Auto-Regressive vs Flow-Matching: a Comparative Study of Modeling Paradigms for Text-to-Music Generation
Abstract: Recent progress in text-to-music generation has enabled models to synthesize high-quality musical segments, full compositions, and even respond to fine-grained control signals, e.g. chord progressions. State-of-the-art (SOTA) systems differ significantly across many dimensions, such as training datasets, modeling paradigms, and architectural choices. This diversity complicates efforts to evaluate models fairly and pinpoint which design choices most influence performance. While factors like data and architecture are important, in this study we focus exclusively on the modeling paradigm. We conduct a systematic empirical analysis to isolate its effects, offering insights into associated trade-offs and emergent behaviors that can guide future text-to-music generation systems. Specifically, we compare the two arguably most common modeling paradigms: Auto-Regressive decoding and Conditional Flow-Matching. We conduct a controlled comparison by training all models from scratch using identical datasets, training configurations, and similar backbone architectures. Performance is evaluated across multiple axes, including generation quality, robustness to inference configurations, scalability, adherence to both textual and temporally aligned conditioning, and editing capabilities in the form of audio inpainting. This comparative study sheds light on distinct strengths and limitations of each paradigm, providing actionable insights that can inform future architectural and training decisions in the evolving landscape of text-to-music generation. Audio sampled examples are available at: https://huggingface.co/spaces/Unk-Uname/ARvsFM
Submission Length: Regular submission (no more than 12 pages of main content)

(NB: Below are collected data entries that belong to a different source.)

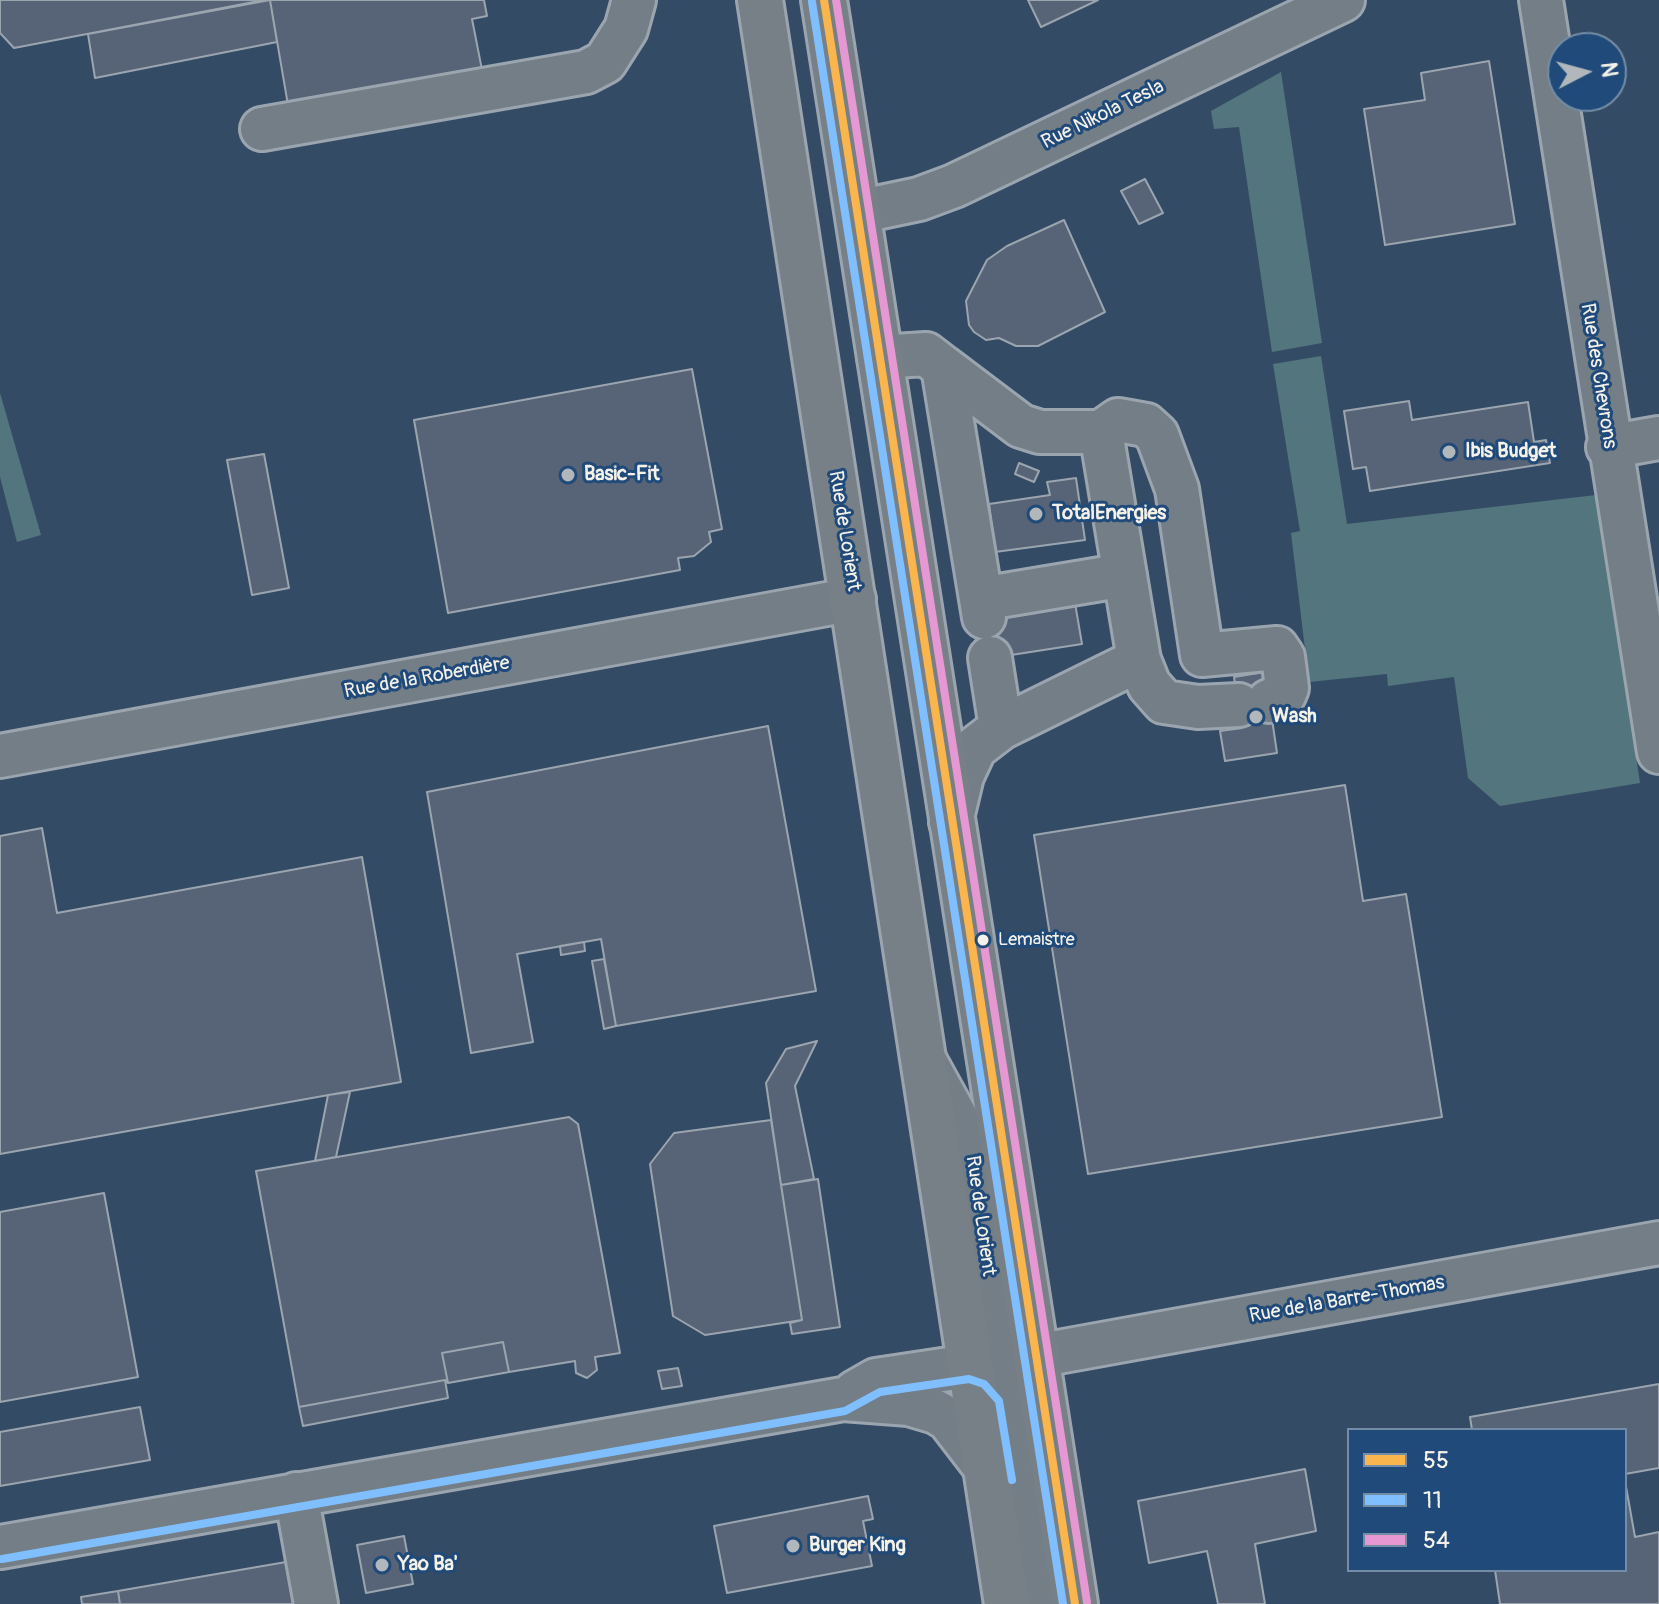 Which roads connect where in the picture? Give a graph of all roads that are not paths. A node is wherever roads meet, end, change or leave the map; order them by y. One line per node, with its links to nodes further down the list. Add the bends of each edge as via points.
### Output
1 (634, 0): 6 (street, via 626,29 605,62 586,72)
2 (760, 0): 14 (main road, Rue de Lorient)
3 (824, 0): 7 (main road, Rue de Lorient)
4 (1343, 0): 7 (street, Rue Nikola Tesla, via 954,186)
5 (1541, 0): 12 (street, Rue des Chevrons)
6 (262, 129)
7 (857, 212): 8 (main road, Rue de Lorient)
8 (879, 357): 9 (street, via 926,354); 22 (main road, Rue de Lorient)
9 (943, 367): 10 (street, via 1021,426 1040,432); 13 (street, via 982,608)
10 (1101, 432): 13 (street); 15 (street, via 1118,420 1133,421 1146,425 1164,446 1180,501)
11 (1659, 438): 12 (street)
12 (1608, 447): 20 (street, Rue des Chevrons)
13 (1125, 575): 17 (street)
14 (854, 599): 21 (street, Rue de la Roberdière); 23 (main road, Rue de Lorient)
15 (1202, 655): 18 (street); 18 (street, via 1277,648 1283,657 1284,695 1198,707)
16 (990, 658): 19 (street)
17 (1139, 660): 18 (street, via 1149,685); 19 (street)
18 (1164, 702)
19 (1001, 728): 22 (street, via 975,748)
20 (1659, 752)
21 (0, 756)
22 (951, 824): 25 (main road, Rue de Lorient)
23 (926, 1062): 25 (street, Rue de Lorient, via 969,1141 997,1329 1014,1353); 26 (main road, Rue de Lorient)
24 (1659, 1243): 25 (street, Rue de la Barre-Thomas)
25 (1036, 1356): 26 (street, Rue de la Barre-Thomas); 34 (main road, Rue de Lorient)
26 (970, 1367): 27 (street, Rue de la Barre-Thomas, via 876,1380); 28 (main road, Rue de Lorient); 33 (street, via 991,1373 1010,1396)
27 (843, 1399): 28 (street, via 909,1404 936,1412 948,1419); 29 (street)
28 (988, 1471): 32 (main road, Rue de Lorient)
29 (296, 1494): 30 (street); 31 (street)
30 (0, 1547)
31 (316, 1604)
32 (1007, 1604)
33 (1047, 1604)
34 (1075, 1604) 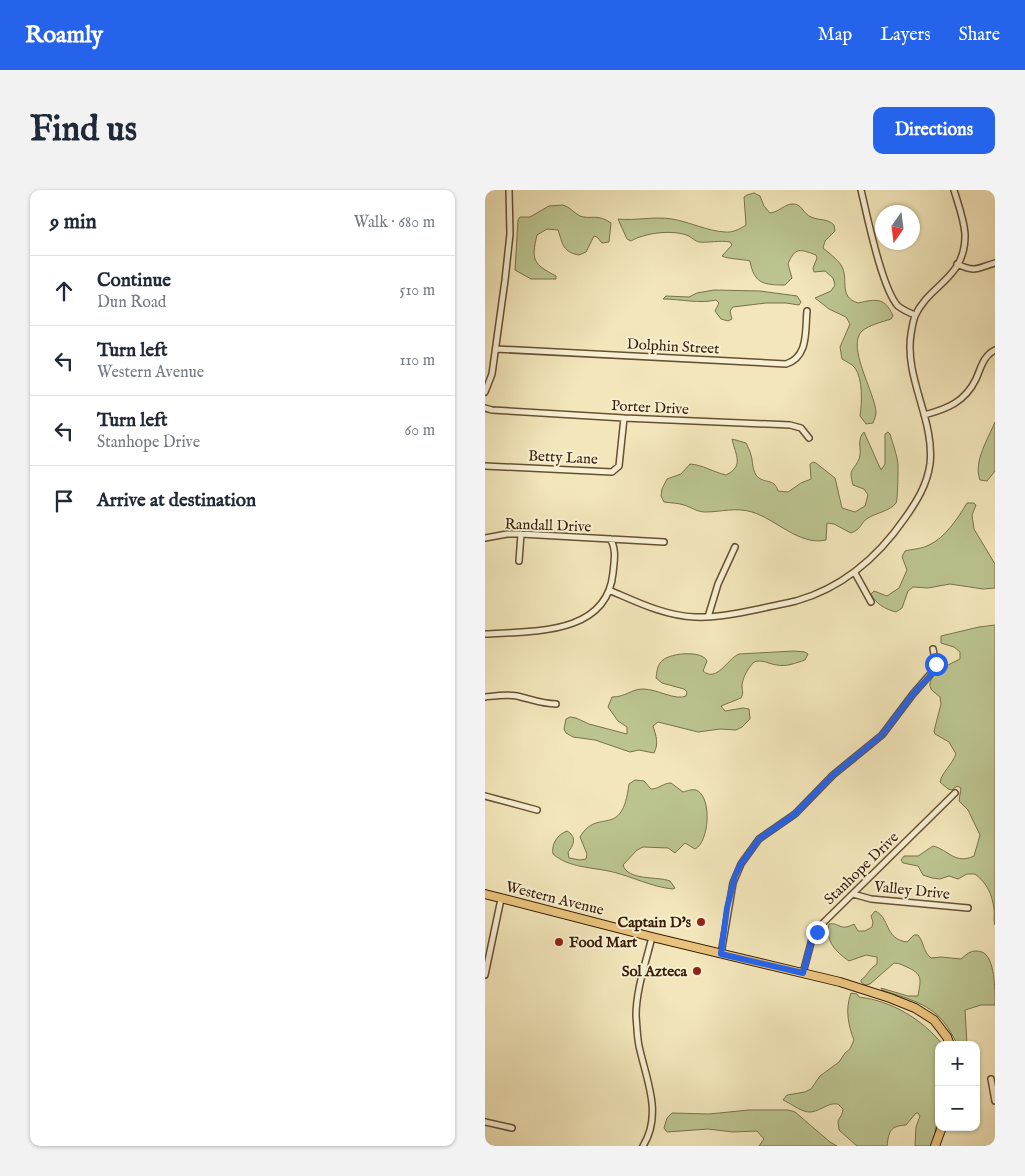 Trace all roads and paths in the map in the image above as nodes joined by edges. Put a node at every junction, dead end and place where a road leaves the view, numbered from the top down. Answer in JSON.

Changes Since Last Submission: We would like to express our gratitude toward all the reviewers for their constructive feedback on our work.

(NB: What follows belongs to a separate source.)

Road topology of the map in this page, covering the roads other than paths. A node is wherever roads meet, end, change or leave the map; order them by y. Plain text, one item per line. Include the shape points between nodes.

This feedback has led to notable improvements in the suggested work and yielded better, deeper analysis that would benefit future research.
We followed the suggestion made by reviewer eTk3, and revised the paper to focus on better deriving actionable insights from the observed experimentation.
We have replaced the version of the paper with the revised one.
List of changes made in paper revisions:
- Added appendixes:
- Dataset specifications (A) - specs comparing our data with MusicCaps
- Latent representation performance (B) - demonstrate comparable reconstruction quality
- Fixed training setup evaluation over MusicCaps (F)
- Introduction:
- Rewritten the concise summary of conclusions to better reflect actionable insights. It now cascades a summarized takeaway paragraph of the performed experiments (which hold the relevant conclusions).
- Included limitations of this study in the summary table
- Sec 3.3 (Conditional flow-matching background):
- Added “Similarity to Diffusion Modeling” paragraph which mentions that Gaussian noise flow matching could be seen as equivalent to stochastic diffusion process from a gaussian prior.
- Sec 4 (Exp setup):
- 4.1 Clarifications for not using MusicCaps for evaluation, see appendix A.
- 4.2 Clarifications regarding use of EnCodec as the chosen representation space, appendix .
- 4.2 Backbone architecture - motivation for including skip connections in the FM case. Specify the exact configuration used for the transformer backbone.
- Sec 5.1 (Fixed training setup):
- Added clarification regarding the observed gap vs VAE-based representation in paragraph 1. Refer to MusicCaps evaluation set in appendix.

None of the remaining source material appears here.